If you manage a residential community or a business you will undoubtedly encounter oils spots on your pavement.  You may even encounter them in your own driveway!  An “oil spot” can come from motor oil, antifreeze or even kitchen oils that have absorbed into pavement.  Here is some good news for you: if you find an oil spot early, you can greatly minimize its damage to your pavement.  Yes, oil spots can and will damage pavement if not removed, leading to the need of a patch.
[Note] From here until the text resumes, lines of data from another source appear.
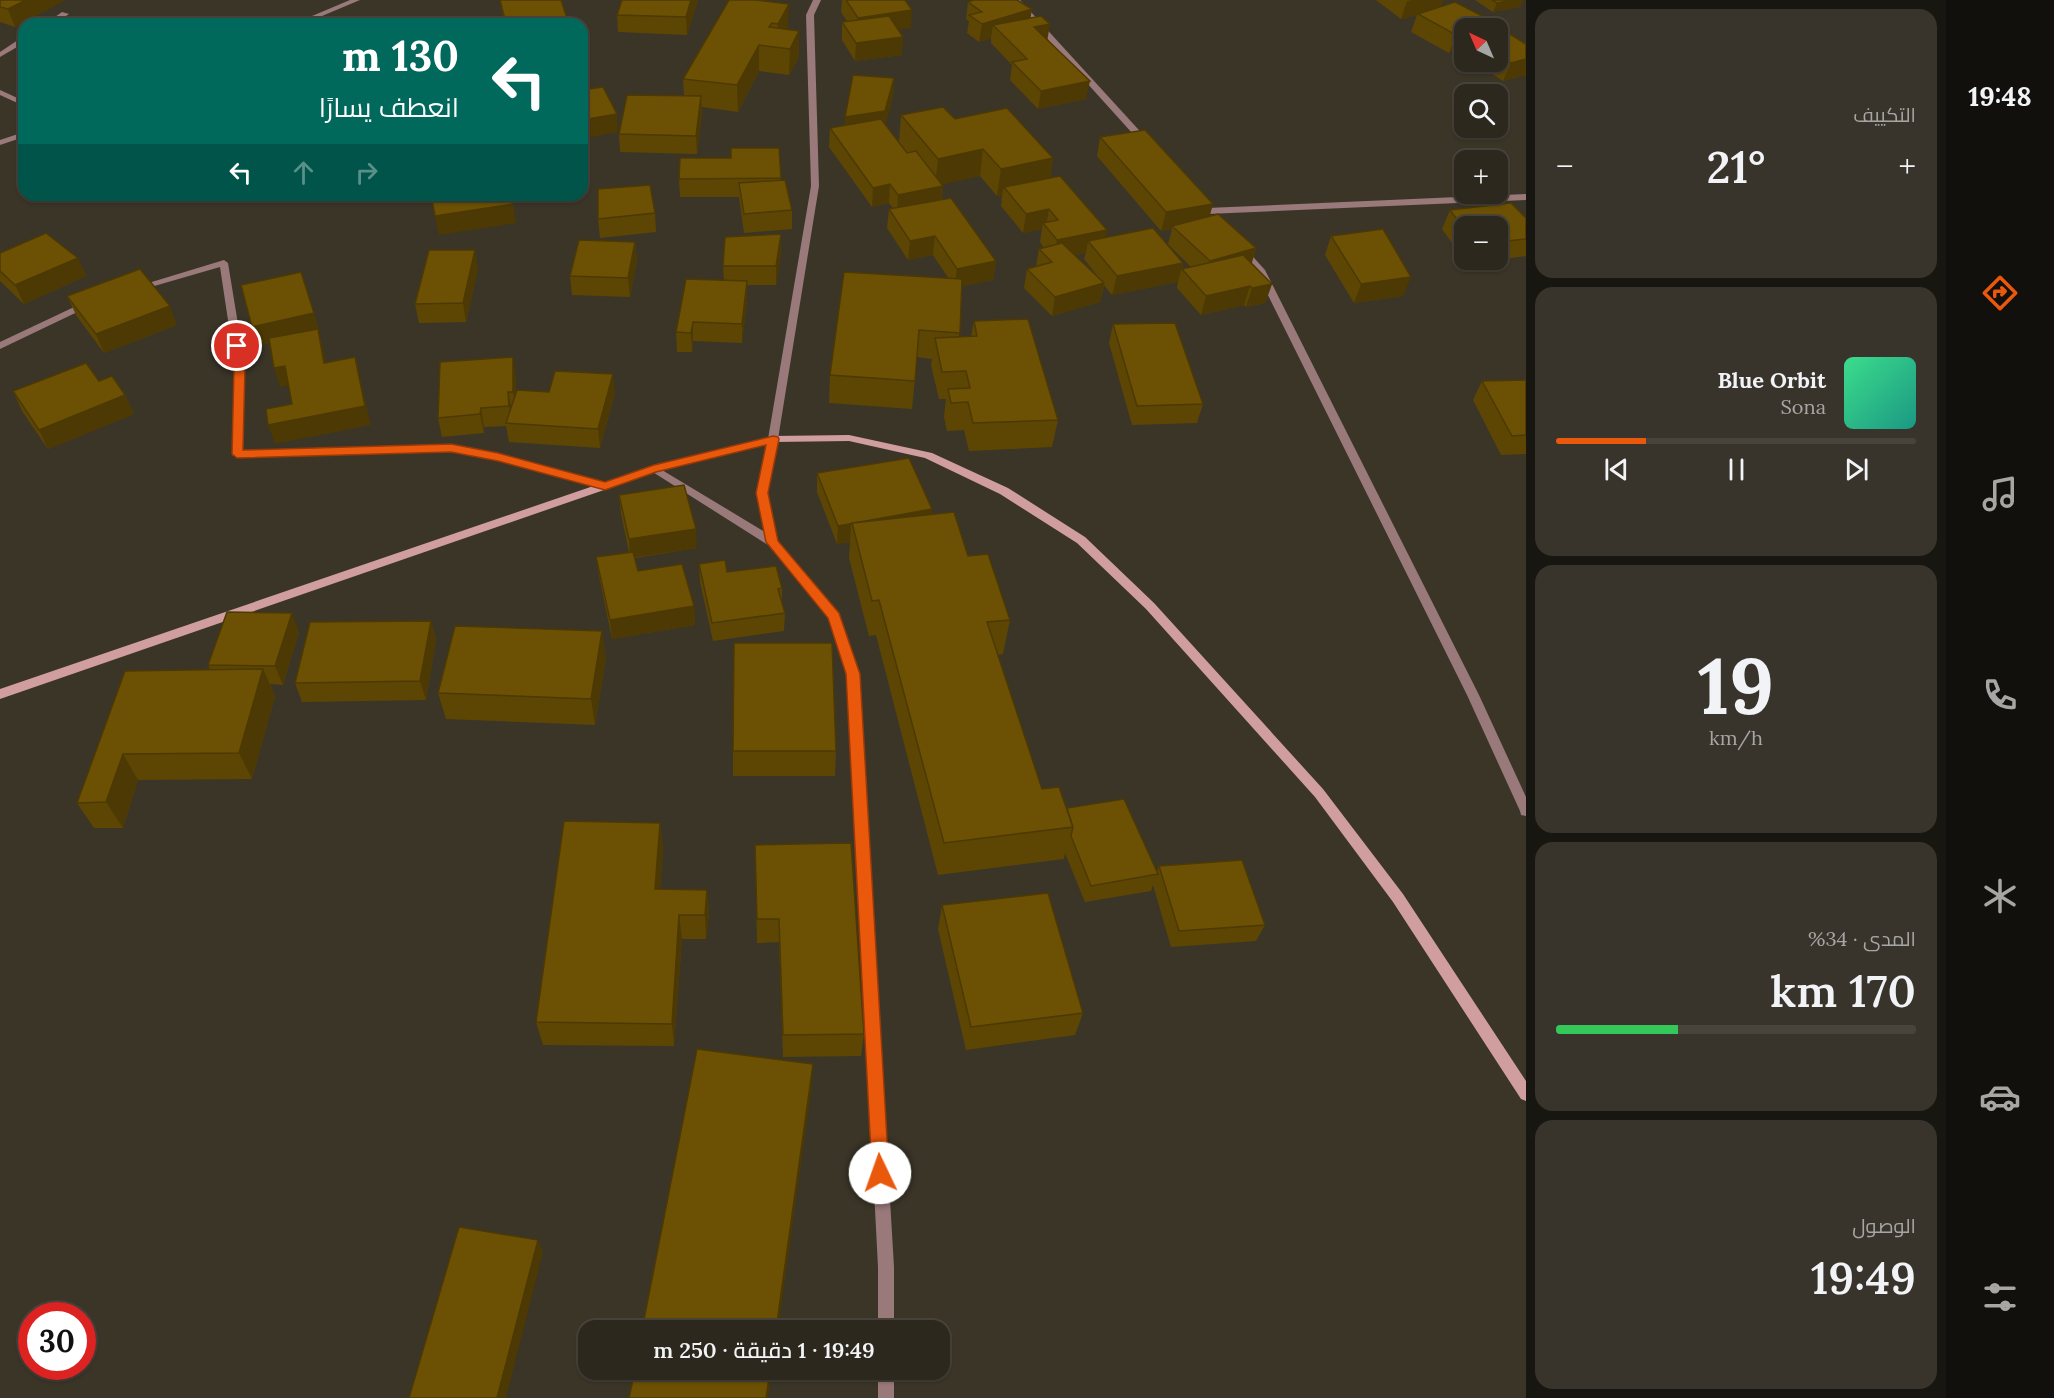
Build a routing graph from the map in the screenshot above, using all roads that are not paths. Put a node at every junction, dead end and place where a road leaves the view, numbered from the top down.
1 (356, 0) edge
2 (817, 0) edge
3 (1016, 0) edge
4 (65, 14) dead end
5 (59, 18) edge
6 (312, 18) edge
7 (18, 43) edge
8 (0, 55) edge
9 (0, 92) edge
10 (18, 101) edge
11 (18, 136) edge
12 (0, 143) edge
13 (1152, 150) edge
14 (1526, 197) edge
15 (1199, 202) edge
16 (1207, 211) junction
17 (1214, 219) edge
18 (1237, 245) edge
19 (127, 291) edge
20 (94, 300) edge
21 (0, 346) edge
22 (773, 439) junction
23 (654, 469) junction
24 (605, 486) junction
25 (772, 542) junction
26 (0, 694) edge
27 (1526, 812) edge
28 (1526, 1094) edge
29 (886, 1320) edge
30 (886, 1380) edge
31 (886, 1398) edge

1 - 6 street
2 - 22 street
3 - 13 street
4 - 5 street
7 - 8 street
9 - 10 street
11 - 12 street
14 - 16 street
15 - 16 street
16 - 17 street
18 - 27 street
19 - 24 street
20 - 21 street
22 - 23 street
22 - 25 street
22 - 28 street
23 - 24 street
23 - 25 street
24 - 26 street
25 - 29 street
30 - 31 street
Here is a step-by-step guide to follow once you notice an oil spot on your pavement:

  1. If you find the oil spot within the first three days, try this: combine warm water and dish detergent in a bucket and invest in a soft, durable broom.  Gently use the broom to brush the detergent water over the oil spot, scrubbing gently.  Rinse the detergent away with clean water and allow the spot to dry.
  2. If you find the spot after its been there more than 3 or 4 days, sprinkle kitty litter or speedy dry on the oil spot and gently scrub with a soft broom.  Sweep away the kitty litter then wash and rinse as outlined in the step above.
  3. Once the spot is clean and dry, take a screwdriver and try to penetrate through the pavement where the spot was (or in some cases still is).  If the screwdriver penetrates the pavement, you’ll definitely need a patch to keep it from further deteriorating and leading to more widespread cracking and damage.
  4. If the screwdriver does not penetrate, you’re in luck.  You’ll most likely just need to have an oil spot primer applied followed by a layer of sealcoat.   Oil spot primer works 75% of the time to allow sealcoat to adhere to a spot.  If the sealcoat won’t adhere, you will need to have the spot patched.

It’s important to note that any spot will require a layer of sealcoat, but not all will require patching.  If you catch the problem quickly enough, you can minimize further damage and save money on repairing your pavement.